[gmx-developers] g_decorr and Multi-I/O
Mark Abraham
Mark.Abraham at anu.edu.au
Thu Nov 15 03:49:28 CET 2007
Hi,
I'm planning to implement Lyman & Zuckerman's method for determining a
trajectory "decorrelation time" (recently published in J. Phys. Chem. B
2007, 111, 12876-12882). I thought I'd make an initial stab at the
Multi-I/O developer project
(http://wiki.gromacs.org/index.php/Category:Development) while I was at
it. This aims to port the kind of functionality present in trjcat and
eneconv, i.e. accepting multiple trajectory files as input.
As a model, so far I've been looking at trjcat. The first complication
here is that the demuxing functionality built into trjcat has nothing to
do with the "normal" function. The clue here is that after the normal
initial file processing, there's an "if(bDeMux)" in trjcat.c that
controls the rest of the execution. So, I think this means there should
be a trjdemux utility. :-)
Anyway, back on point, there are two ways you could do this kind of
Multi-I/O thing : either
* read all of the relevant frames of the trajectory into memory (caveat
-b, -e and -dt) and then process, or
* loop over files and frames in them, accounting for -b, -e and -dt on
the fly, and using a callback function on each frame to actually do the
required work.
(You could implement the former as a special case of the latter, of course.)
I favour the second approach, but the routine that does the looping will
necessarily be ignorant of what the callback will be doing with the
frames, so you may need to pass data through the looping routine to the
callback. This kind of thing can be done in two ways.
1) The callback function takes a (void *) argument which it typecasts
back to a (struct *) to get the data it needs. This argument will have
to be passed to the looping routine, so it can pass it on. This probably
means creating a new struct for most callbacks, and ugly debugging
problems if you ever untypecast mismatching objects. It does mean you
can have libraries of callback functions, though. This sort of thing
gets much more elegant if one was to move to C++ at some hypothetical
time in the future.
2) The callback function is declared in the scope that already has the
data it needs, viz
typedef int t_trxread_callback();
int do_multi_trxread(t_trxread_callback callback);
int my_analysis_function() {
int local_var;
int my_analysis_callback() {
fprintf(stderr, "local_var is %d\n", local_var);
return 1;
}
do_multi_trxread(my_analysis_callback);
}
I'm not sure right now whether this means that the call to
do_multi_trxread also has to come from that scope, but it would usually
be convenient to do so.
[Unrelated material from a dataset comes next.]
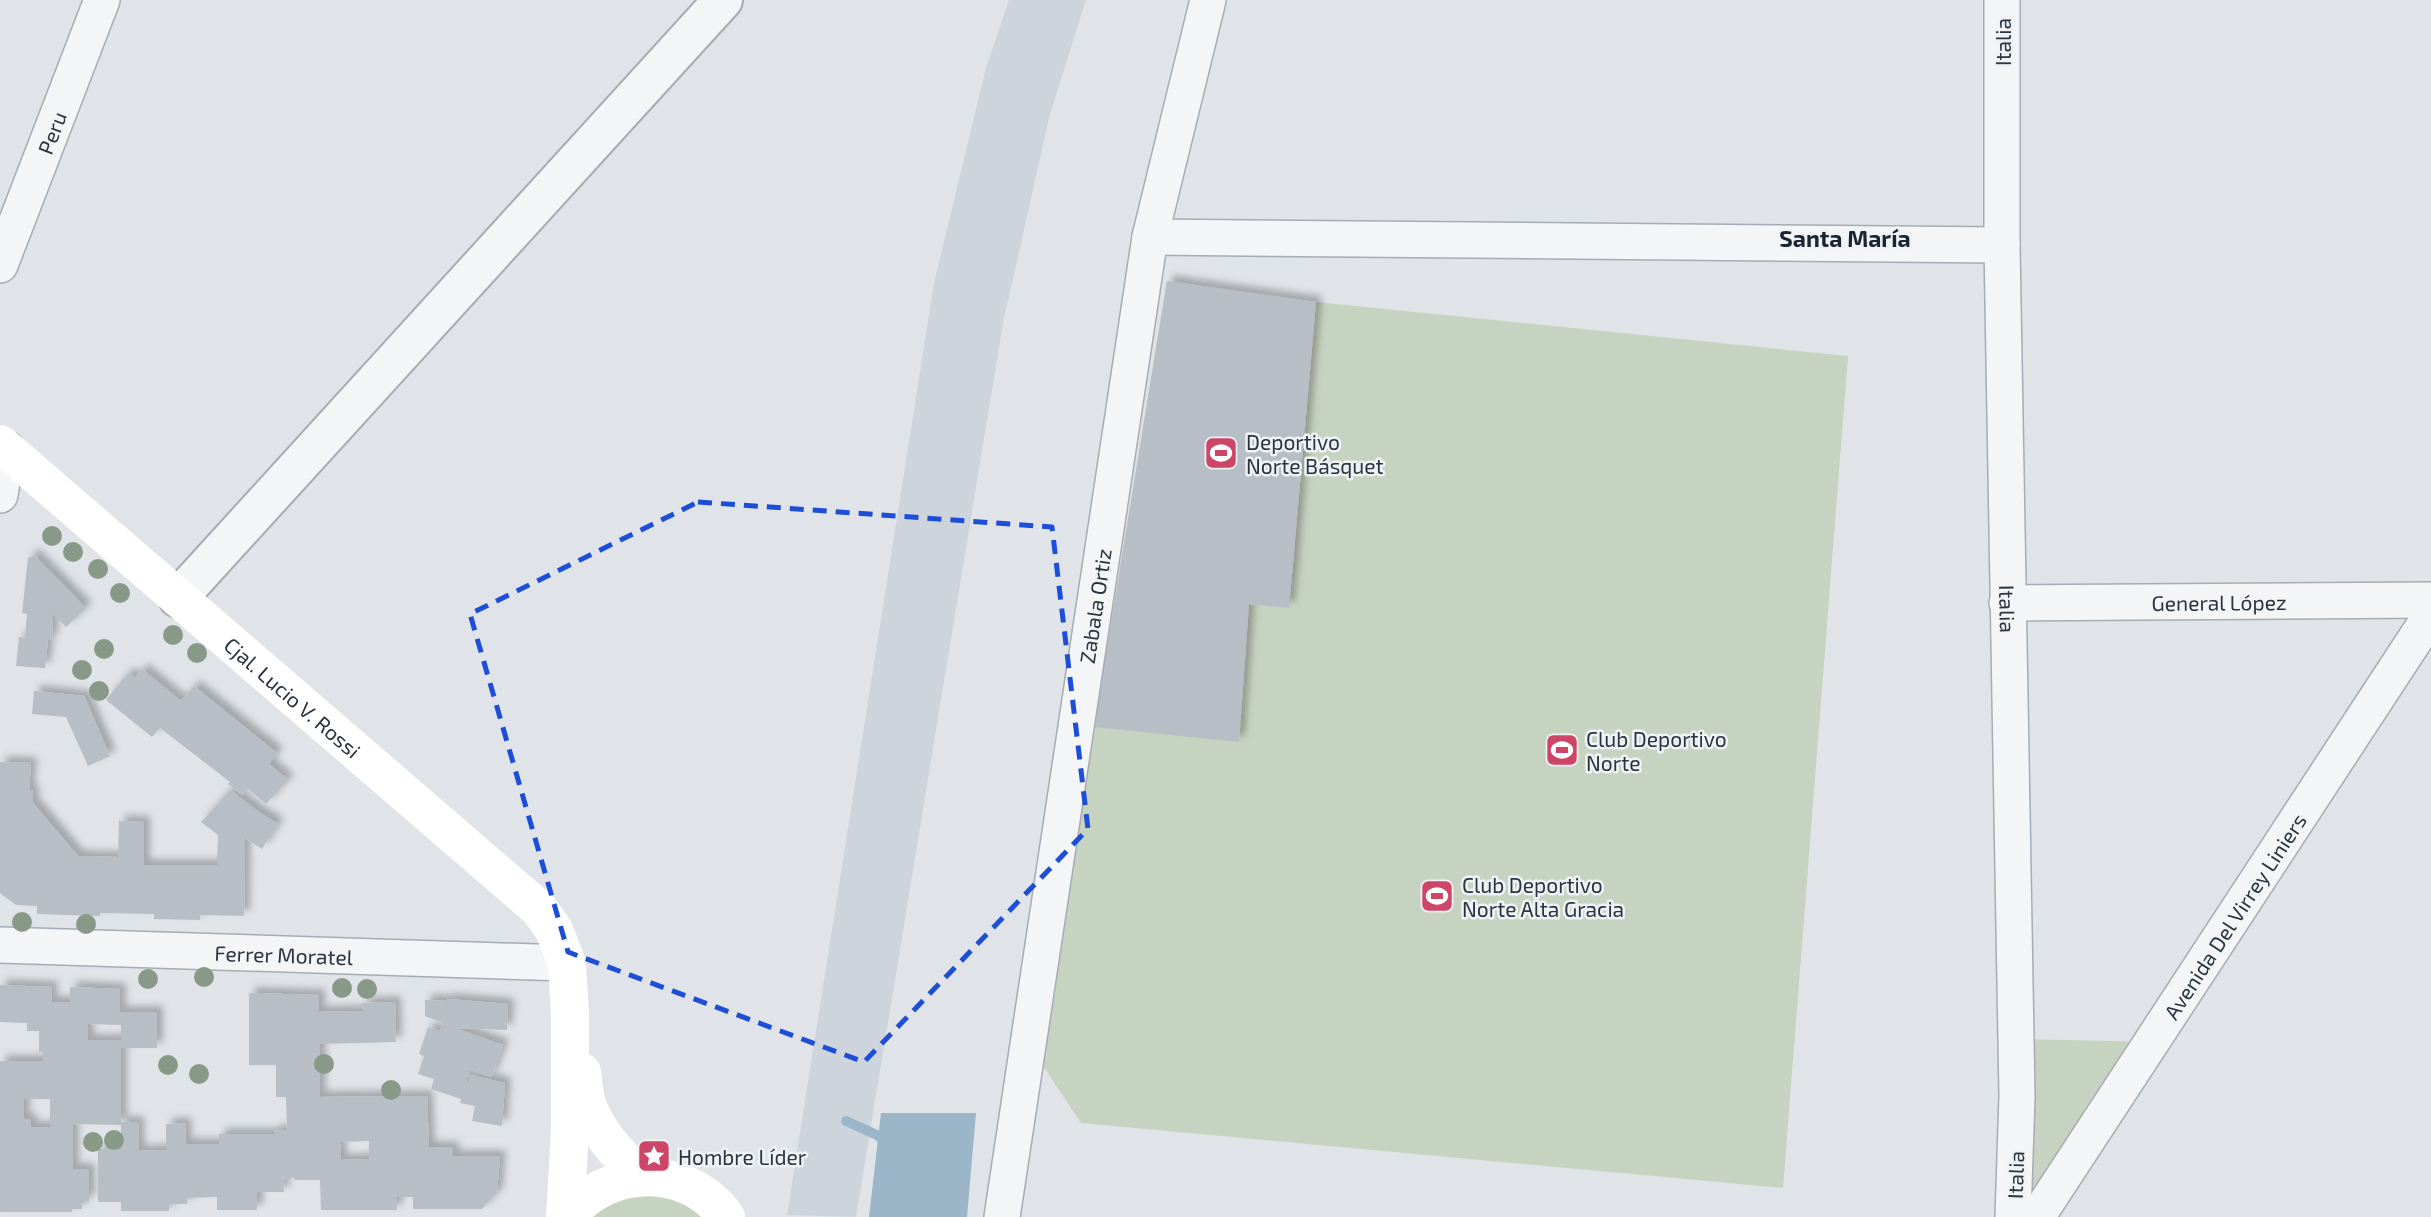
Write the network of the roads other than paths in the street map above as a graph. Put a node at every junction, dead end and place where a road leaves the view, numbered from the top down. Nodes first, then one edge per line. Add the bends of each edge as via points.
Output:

It does make it impossible to re-use callback
functions with recreating a new scope, however.
You could use both approaches - have a (void *) argument in the callback
function type, which you can pass as NULL to do_multi_trxread if your
callback either needs no data or is getting that data through its scope.
My preference is to encourage use of the first approach, but for some
one-off dirty jobs you might prefer the second in practice.
Does anybody have any feedback for me on the above design choices?